[THE DATA Boundary: Start]

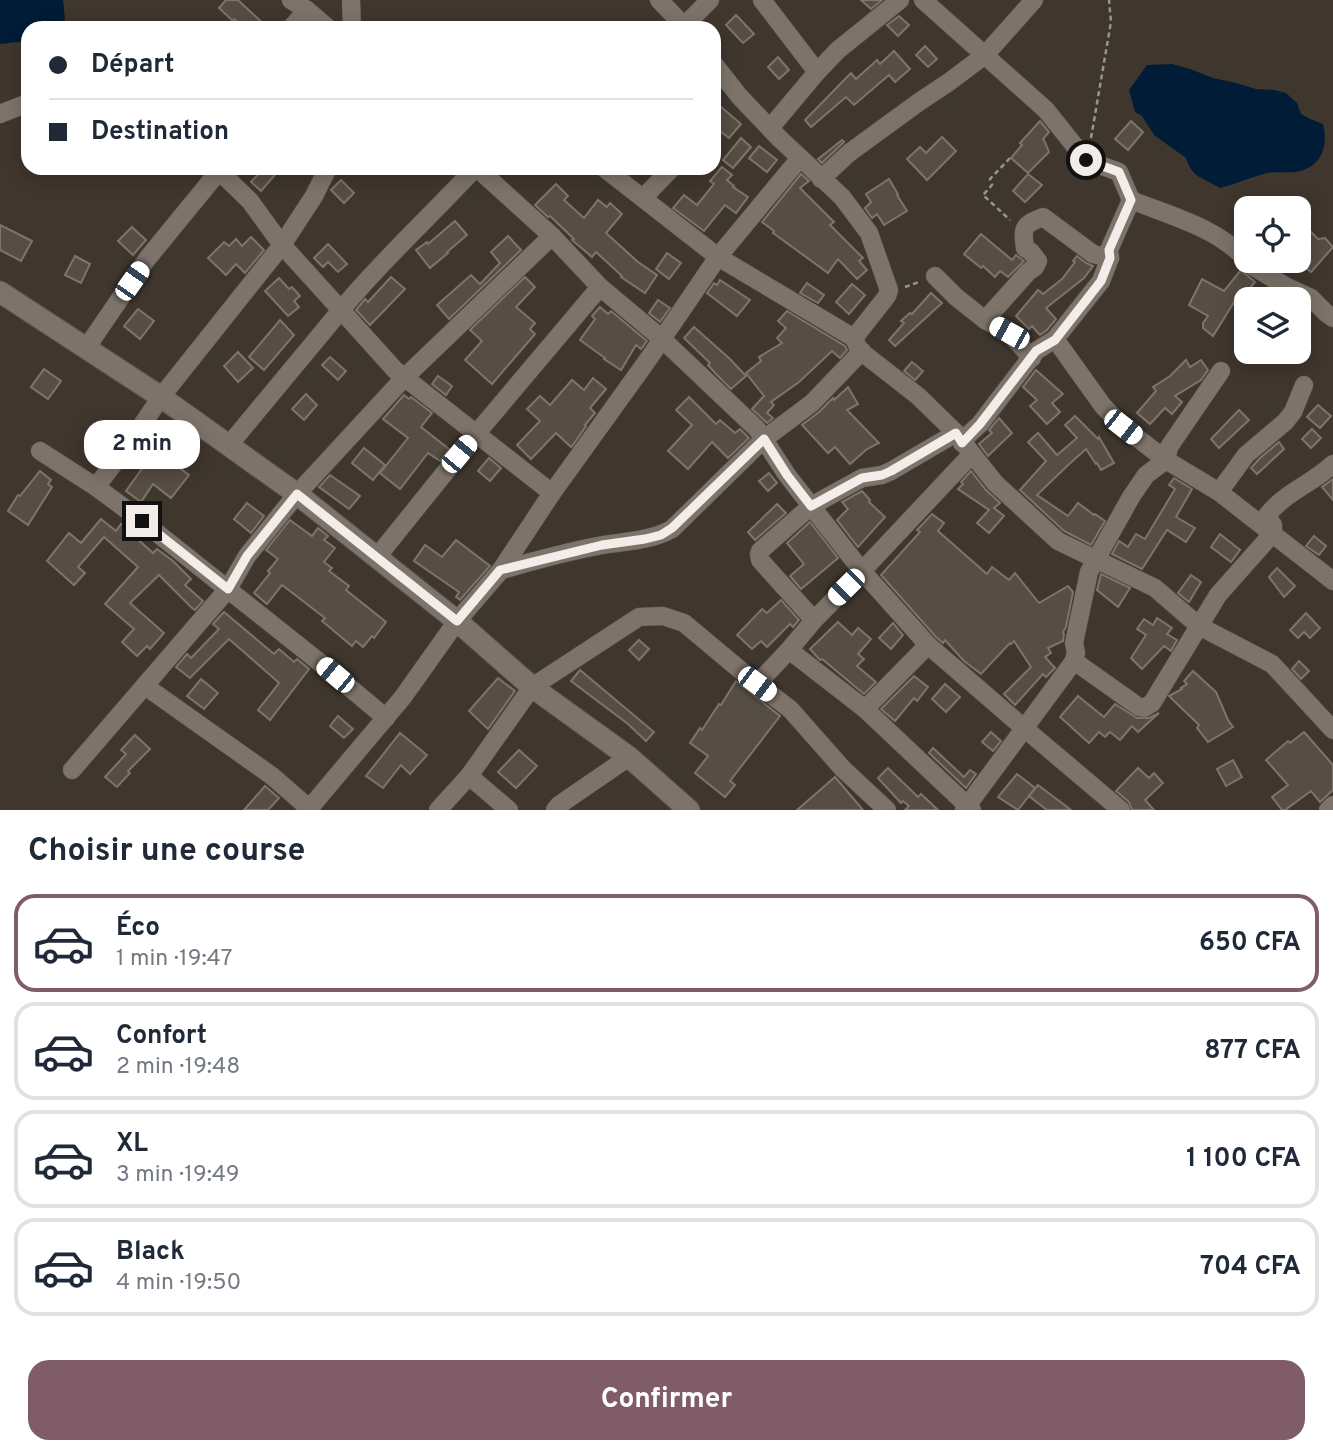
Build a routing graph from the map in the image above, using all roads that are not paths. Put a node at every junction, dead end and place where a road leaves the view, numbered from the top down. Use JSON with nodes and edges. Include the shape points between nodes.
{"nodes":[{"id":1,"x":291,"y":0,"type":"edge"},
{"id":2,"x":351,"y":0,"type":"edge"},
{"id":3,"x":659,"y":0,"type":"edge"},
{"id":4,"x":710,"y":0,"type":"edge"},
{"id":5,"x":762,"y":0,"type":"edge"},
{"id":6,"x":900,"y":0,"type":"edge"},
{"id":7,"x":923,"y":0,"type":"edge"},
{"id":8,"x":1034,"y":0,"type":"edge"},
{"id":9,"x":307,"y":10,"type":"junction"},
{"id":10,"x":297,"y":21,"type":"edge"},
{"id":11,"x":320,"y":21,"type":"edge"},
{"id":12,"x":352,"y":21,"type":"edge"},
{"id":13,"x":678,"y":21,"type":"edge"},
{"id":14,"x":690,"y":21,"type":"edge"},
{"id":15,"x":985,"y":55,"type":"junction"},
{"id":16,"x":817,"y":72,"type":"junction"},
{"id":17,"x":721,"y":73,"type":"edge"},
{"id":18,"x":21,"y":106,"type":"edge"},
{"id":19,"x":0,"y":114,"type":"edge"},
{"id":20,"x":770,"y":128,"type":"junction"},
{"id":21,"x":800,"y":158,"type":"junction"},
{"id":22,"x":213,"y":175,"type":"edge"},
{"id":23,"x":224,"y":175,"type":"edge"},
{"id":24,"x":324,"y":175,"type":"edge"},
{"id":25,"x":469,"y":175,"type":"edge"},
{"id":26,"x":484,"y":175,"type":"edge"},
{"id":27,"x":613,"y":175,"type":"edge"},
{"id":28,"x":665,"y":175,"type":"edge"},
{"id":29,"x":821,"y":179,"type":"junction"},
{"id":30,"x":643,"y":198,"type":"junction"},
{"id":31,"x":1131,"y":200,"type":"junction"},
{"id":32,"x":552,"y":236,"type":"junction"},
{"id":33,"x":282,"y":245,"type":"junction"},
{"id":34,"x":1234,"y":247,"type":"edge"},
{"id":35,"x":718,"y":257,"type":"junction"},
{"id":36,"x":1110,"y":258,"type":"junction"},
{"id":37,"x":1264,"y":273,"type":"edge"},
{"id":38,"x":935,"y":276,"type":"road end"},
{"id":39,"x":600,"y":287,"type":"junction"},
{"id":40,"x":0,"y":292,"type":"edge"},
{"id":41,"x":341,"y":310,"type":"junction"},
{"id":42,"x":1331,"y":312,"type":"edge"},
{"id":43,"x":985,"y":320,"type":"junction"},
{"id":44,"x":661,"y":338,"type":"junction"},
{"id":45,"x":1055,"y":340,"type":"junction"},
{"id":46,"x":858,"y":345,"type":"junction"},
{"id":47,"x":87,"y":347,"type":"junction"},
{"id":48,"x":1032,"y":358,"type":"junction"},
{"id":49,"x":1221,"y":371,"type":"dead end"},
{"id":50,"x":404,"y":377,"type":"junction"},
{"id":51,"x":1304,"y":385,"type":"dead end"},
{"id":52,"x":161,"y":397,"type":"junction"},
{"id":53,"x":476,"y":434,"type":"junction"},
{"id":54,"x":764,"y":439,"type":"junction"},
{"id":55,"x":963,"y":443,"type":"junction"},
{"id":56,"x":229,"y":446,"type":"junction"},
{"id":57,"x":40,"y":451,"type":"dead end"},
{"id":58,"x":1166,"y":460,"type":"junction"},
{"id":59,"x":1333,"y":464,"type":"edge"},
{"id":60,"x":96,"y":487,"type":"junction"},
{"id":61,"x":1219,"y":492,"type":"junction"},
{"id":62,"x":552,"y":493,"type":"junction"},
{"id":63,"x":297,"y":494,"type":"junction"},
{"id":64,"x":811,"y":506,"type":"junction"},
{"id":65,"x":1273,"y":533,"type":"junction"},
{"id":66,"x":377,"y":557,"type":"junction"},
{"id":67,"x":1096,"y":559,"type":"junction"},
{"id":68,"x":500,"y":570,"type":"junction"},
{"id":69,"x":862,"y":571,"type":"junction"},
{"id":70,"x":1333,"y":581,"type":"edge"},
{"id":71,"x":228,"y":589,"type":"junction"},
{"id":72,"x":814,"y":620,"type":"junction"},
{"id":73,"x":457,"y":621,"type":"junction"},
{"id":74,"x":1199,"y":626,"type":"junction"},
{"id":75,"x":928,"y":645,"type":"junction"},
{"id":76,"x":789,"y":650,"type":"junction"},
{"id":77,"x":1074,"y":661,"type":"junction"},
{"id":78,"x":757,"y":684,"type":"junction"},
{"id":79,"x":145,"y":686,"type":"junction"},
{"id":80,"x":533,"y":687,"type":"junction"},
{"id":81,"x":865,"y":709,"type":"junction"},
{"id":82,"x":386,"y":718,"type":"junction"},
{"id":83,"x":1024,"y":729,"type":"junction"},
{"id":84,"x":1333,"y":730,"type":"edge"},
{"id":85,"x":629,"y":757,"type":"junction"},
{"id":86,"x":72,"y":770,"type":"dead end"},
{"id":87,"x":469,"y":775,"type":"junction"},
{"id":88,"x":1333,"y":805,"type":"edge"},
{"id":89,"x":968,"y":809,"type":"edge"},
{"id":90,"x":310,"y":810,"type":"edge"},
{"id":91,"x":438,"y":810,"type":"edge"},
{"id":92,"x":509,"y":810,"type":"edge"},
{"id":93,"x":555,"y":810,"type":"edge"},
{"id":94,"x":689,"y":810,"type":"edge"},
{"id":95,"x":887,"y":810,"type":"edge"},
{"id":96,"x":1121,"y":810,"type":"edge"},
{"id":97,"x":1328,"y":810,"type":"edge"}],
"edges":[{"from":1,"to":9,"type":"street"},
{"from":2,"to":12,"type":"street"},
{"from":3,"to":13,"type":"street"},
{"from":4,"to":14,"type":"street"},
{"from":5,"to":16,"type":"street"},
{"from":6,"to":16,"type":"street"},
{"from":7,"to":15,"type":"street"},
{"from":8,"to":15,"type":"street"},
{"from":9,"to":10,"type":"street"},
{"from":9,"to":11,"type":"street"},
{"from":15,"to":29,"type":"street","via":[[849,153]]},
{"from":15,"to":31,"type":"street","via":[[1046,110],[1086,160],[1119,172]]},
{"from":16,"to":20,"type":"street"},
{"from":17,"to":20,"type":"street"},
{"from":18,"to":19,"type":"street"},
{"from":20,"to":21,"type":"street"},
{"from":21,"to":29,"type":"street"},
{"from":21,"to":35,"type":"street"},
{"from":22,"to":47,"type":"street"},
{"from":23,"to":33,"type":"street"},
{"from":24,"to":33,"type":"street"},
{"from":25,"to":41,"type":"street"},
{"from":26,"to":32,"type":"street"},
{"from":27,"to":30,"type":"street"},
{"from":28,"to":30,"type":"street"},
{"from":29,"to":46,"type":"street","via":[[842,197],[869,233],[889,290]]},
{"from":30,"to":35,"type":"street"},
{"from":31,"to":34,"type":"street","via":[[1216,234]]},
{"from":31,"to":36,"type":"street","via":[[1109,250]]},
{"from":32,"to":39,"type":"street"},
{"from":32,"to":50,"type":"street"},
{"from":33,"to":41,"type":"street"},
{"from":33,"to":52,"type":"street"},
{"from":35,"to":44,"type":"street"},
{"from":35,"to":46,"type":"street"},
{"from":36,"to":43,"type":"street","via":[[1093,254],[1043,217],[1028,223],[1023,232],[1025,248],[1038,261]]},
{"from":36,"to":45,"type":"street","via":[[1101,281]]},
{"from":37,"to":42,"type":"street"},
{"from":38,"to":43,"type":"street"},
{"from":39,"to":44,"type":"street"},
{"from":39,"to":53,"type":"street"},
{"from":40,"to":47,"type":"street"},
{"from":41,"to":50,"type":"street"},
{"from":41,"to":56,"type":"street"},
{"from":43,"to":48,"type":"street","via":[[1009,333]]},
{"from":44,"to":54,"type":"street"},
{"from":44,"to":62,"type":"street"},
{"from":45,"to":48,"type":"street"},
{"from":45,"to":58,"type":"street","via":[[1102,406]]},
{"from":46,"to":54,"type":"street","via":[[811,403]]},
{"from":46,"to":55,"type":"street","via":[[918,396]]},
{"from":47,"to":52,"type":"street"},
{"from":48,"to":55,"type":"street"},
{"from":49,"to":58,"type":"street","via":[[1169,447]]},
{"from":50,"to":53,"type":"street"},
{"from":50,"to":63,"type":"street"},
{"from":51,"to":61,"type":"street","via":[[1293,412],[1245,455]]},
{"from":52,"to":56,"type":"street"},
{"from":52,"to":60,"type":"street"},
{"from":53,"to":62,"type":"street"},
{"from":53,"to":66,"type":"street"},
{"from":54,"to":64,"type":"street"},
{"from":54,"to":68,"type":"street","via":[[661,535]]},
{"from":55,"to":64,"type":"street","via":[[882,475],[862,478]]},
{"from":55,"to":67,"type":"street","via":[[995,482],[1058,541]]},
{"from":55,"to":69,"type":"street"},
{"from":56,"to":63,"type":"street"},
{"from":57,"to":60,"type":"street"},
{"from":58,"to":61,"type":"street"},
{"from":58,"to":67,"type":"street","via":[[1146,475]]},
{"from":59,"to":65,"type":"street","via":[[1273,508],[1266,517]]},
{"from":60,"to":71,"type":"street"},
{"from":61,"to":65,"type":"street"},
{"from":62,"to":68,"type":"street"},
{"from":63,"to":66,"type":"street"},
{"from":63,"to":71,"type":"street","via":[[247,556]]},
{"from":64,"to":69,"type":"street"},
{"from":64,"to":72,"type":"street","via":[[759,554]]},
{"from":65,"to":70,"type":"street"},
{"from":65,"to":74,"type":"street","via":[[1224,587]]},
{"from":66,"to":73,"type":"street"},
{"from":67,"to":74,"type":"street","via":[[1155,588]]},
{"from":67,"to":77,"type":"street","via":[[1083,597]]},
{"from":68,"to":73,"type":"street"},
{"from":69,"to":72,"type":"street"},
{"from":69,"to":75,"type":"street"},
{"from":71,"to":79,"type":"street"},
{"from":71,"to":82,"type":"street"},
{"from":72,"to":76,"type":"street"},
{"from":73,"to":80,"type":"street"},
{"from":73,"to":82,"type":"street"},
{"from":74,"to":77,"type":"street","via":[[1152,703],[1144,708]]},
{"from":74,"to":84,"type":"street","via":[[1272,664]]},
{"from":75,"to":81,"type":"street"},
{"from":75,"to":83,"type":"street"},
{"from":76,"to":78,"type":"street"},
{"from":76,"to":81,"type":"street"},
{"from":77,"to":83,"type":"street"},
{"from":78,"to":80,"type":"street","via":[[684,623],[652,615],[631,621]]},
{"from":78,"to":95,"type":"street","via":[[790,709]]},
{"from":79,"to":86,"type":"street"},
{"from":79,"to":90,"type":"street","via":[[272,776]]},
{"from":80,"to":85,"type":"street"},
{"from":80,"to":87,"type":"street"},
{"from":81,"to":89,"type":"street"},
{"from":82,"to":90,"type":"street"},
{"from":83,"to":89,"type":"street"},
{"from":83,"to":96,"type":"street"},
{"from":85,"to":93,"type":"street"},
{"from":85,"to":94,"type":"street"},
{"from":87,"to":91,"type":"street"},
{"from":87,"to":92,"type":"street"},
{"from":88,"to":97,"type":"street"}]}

[THE DATA Boundary: End]

-- ABOUT THIS TASK --
Locate the lines above that hold the word "dead". Show every one of them.

-- ANSWER AREA --
Build a routing graph from the map in the image above, using all roads that are not paths. Put a node at every junction, dead end and place where a road leaves the view, numbered from the top down. Use JSON with nodes and edges. Include the shape points between nodes.
{"id":49,"x":1221,"y":371,"type":"dead end"},
{"id":51,"x":1304,"y":385,"type":"dead end"},
{"id":57,"x":40,"y":451,"type":"dead end"},
{"id":86,"x":72,"y":770,"type":"dead end"},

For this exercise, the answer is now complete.